| Assigned task |
If a line in the records below contains the word "Guanajuato", return that line.

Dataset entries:
= Beginning of Section =
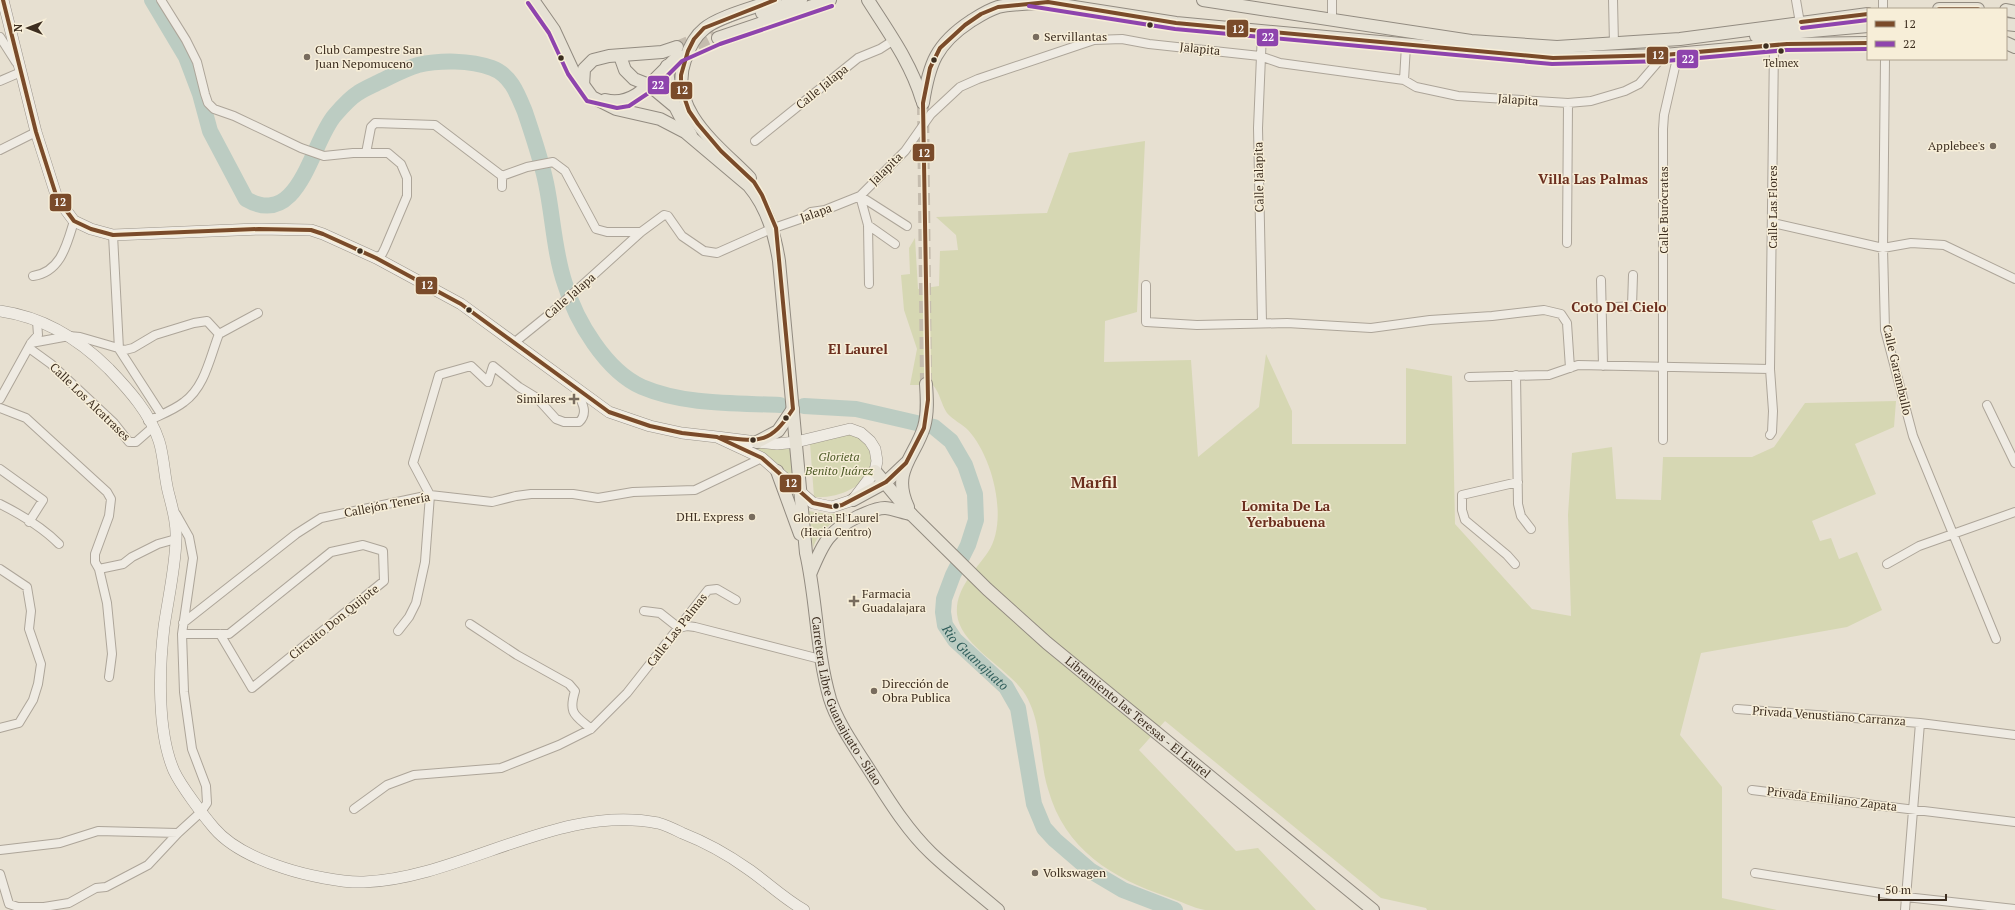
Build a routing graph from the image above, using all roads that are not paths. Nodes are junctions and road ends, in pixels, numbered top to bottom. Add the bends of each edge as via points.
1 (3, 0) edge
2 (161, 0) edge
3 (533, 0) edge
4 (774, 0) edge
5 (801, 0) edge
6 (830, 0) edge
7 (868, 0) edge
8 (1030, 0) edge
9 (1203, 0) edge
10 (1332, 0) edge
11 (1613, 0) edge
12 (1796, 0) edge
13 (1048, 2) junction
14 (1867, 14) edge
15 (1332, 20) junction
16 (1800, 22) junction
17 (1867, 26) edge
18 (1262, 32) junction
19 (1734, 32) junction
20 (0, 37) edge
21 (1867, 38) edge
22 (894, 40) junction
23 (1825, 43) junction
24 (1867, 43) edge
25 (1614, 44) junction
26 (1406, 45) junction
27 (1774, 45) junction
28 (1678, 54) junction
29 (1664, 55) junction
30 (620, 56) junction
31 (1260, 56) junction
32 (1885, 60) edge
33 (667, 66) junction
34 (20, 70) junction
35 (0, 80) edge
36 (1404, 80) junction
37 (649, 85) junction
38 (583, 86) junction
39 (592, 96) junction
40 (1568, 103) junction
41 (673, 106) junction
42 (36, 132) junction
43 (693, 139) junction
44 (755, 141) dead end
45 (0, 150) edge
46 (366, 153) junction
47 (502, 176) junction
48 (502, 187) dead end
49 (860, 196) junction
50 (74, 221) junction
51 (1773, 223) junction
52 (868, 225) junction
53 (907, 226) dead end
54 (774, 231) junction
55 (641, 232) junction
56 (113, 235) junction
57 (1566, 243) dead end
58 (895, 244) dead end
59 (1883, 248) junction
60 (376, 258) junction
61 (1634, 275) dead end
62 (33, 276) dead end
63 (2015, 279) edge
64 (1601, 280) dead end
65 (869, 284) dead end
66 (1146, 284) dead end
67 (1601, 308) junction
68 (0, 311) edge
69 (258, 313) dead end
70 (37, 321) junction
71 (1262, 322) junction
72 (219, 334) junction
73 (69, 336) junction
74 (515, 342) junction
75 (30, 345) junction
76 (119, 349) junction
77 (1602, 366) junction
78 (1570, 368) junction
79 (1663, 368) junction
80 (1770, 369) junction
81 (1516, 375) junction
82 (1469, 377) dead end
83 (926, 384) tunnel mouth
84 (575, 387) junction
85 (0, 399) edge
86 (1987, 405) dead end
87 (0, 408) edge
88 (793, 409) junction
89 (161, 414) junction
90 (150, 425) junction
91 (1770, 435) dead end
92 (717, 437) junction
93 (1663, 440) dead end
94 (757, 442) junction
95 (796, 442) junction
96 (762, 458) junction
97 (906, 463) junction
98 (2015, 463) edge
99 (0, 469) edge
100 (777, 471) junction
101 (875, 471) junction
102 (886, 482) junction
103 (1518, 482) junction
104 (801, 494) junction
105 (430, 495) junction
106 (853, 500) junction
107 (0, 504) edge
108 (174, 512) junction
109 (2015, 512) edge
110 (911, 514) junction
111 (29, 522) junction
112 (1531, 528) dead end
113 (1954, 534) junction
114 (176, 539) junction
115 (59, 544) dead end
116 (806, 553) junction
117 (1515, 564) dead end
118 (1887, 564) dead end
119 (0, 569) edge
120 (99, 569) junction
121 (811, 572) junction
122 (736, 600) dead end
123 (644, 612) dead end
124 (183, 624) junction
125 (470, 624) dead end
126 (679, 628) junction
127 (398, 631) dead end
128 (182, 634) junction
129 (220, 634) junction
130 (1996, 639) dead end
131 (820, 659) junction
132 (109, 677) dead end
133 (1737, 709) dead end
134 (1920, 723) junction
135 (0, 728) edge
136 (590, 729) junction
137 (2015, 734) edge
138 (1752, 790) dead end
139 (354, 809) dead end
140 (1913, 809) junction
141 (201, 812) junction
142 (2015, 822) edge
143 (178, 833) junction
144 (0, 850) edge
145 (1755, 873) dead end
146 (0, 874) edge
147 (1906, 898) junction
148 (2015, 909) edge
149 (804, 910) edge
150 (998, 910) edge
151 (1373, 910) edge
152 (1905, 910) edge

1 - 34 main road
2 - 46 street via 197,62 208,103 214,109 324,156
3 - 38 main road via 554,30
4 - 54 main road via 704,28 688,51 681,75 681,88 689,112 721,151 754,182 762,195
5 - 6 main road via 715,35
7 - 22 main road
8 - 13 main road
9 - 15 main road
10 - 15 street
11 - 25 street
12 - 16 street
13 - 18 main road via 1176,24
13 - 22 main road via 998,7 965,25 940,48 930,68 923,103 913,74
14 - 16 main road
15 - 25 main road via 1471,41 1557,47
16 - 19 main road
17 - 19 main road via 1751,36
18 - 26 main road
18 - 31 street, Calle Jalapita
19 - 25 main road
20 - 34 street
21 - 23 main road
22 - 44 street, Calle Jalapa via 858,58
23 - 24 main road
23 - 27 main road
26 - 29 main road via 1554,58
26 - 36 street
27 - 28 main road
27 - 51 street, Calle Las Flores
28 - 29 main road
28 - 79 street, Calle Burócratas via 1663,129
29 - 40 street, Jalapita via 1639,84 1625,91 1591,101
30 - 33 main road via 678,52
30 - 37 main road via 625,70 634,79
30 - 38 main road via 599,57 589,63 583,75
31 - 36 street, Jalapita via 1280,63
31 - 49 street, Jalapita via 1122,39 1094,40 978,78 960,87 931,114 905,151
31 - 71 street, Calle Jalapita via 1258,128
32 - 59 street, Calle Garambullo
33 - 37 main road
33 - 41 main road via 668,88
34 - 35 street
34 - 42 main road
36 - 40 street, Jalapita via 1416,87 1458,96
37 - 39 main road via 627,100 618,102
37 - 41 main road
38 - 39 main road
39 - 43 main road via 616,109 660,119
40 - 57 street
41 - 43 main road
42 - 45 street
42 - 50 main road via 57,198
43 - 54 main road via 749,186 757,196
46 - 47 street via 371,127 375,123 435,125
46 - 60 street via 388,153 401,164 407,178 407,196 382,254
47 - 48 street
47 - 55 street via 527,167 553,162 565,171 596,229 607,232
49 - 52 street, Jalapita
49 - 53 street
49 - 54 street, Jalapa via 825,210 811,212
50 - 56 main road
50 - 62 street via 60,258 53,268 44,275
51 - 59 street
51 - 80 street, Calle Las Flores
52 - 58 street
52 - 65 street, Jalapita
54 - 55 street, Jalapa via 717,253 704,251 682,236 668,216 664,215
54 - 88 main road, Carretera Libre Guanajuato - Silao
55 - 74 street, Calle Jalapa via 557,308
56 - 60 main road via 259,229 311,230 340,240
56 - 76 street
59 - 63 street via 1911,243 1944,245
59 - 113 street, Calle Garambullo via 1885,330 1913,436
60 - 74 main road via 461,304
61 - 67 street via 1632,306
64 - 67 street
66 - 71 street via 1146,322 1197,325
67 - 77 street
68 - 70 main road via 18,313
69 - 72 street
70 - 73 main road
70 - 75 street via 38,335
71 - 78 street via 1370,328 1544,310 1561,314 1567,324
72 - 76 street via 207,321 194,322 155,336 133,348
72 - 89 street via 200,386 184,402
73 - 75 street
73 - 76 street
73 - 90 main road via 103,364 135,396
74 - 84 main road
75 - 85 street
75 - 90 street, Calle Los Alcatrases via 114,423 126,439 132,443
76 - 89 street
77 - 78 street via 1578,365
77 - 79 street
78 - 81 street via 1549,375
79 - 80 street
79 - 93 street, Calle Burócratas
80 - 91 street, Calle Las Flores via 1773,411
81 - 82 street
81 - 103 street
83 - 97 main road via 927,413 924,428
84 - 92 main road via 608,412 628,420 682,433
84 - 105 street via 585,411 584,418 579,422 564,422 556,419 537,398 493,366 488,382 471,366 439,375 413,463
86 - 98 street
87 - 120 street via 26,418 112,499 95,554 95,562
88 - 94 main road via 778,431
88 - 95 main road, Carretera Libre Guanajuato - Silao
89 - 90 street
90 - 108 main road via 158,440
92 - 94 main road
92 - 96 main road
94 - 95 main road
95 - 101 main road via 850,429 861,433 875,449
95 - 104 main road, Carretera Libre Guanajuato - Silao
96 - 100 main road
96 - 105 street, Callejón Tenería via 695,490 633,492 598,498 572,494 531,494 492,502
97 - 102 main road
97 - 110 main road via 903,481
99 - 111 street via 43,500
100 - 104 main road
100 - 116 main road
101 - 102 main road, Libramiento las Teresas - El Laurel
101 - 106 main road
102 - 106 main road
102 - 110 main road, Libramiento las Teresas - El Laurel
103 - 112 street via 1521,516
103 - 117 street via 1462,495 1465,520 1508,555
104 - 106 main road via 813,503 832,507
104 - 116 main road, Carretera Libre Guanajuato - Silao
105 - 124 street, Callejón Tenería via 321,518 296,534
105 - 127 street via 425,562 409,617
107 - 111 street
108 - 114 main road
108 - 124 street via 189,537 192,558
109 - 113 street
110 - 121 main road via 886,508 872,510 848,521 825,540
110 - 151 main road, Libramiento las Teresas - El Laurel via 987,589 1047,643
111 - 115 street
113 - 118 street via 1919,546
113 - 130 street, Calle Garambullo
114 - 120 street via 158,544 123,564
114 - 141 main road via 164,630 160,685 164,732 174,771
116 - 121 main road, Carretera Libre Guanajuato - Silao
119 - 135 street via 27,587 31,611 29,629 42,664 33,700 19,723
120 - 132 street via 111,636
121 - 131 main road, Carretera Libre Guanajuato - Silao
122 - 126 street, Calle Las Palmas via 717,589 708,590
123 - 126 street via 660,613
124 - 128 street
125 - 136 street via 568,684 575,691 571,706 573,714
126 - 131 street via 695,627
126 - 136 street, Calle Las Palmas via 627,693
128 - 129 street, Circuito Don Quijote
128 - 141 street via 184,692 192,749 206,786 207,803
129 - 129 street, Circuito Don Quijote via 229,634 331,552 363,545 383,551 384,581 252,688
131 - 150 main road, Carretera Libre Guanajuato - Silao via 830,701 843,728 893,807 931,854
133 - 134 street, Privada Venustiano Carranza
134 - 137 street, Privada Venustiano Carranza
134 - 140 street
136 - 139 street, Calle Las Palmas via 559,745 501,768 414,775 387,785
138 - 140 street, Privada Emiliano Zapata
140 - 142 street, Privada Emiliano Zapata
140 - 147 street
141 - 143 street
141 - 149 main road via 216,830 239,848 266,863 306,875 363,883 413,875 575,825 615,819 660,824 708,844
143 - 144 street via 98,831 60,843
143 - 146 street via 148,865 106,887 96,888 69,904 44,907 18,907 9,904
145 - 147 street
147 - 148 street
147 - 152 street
= End of Section =
| Solution for this exercise |
54 - 88 main road, Carretera Libre Guanajuato - Silao
88 - 95 main road, Carretera Libre Guanajuato - Silao
95 - 104 main road, Carretera Libre Guanajuato - Silao
104 - 116 main road, Carretera Libre Guanajuato - Silao
116 - 121 main road, Carretera Libre Guanajuato - Silao
121 - 131 main road, Carretera Libre Guanajuato - Silao
131 - 150 main road, Carretera Libre Guanajuato - Silao via 830,701 843,728 893,807 931,854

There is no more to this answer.